** Recorded data follows **

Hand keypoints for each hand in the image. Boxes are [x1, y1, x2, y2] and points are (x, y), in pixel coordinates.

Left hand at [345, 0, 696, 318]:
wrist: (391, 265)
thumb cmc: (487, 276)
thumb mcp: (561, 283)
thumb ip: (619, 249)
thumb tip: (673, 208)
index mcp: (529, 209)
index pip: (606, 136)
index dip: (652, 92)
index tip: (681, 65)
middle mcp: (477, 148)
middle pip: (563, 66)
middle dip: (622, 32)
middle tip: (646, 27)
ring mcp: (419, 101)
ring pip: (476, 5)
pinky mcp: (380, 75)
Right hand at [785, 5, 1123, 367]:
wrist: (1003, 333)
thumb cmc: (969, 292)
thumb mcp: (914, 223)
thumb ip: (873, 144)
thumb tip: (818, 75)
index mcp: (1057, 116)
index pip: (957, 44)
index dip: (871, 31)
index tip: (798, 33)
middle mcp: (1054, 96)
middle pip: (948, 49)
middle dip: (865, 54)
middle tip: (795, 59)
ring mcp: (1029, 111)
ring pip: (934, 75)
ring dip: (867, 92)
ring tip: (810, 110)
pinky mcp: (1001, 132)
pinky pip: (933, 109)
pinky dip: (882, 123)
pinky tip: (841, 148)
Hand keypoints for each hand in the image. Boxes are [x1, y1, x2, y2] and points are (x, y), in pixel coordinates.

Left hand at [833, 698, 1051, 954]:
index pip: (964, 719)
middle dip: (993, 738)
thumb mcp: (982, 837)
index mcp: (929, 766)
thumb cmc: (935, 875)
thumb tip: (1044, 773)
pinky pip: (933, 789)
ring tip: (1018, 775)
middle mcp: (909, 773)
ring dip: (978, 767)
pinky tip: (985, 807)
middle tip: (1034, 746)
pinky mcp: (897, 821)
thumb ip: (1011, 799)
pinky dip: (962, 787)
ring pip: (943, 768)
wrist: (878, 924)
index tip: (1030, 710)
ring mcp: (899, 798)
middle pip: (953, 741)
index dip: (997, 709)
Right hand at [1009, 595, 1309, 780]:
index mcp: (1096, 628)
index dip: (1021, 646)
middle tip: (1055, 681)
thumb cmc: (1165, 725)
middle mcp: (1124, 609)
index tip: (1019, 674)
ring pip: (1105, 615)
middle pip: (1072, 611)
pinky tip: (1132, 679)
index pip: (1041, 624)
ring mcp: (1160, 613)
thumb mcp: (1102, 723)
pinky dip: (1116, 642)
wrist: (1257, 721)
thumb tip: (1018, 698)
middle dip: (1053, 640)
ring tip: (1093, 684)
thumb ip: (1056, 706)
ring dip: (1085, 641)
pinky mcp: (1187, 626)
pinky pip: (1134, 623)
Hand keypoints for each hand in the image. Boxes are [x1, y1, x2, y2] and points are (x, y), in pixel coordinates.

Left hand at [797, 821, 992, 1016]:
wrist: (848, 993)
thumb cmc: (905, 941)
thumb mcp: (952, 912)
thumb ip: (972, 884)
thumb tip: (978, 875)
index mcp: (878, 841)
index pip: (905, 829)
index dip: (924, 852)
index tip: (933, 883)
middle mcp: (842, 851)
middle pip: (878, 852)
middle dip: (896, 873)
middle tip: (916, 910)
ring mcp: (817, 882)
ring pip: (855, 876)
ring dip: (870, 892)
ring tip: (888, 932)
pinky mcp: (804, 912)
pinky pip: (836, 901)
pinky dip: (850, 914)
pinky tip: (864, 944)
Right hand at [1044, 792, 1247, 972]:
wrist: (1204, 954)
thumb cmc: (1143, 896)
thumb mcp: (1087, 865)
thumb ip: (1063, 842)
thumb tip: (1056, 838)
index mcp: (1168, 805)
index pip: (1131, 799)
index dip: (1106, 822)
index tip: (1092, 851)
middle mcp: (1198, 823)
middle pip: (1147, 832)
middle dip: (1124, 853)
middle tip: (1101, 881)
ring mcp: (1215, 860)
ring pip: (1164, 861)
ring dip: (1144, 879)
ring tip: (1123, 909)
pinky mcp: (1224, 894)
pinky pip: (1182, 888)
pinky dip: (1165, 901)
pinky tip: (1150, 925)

** End of Recorded data **

How to complete this task:
Wherever the string "wrist" appears in a line above, copy that line.

Response to this task:
wrist: (391, 265)
wrist: (1003, 333)
wrist: (878, 924)
wrist: (1257, 721)
wrist: (848, 993)
wrist: (1204, 954)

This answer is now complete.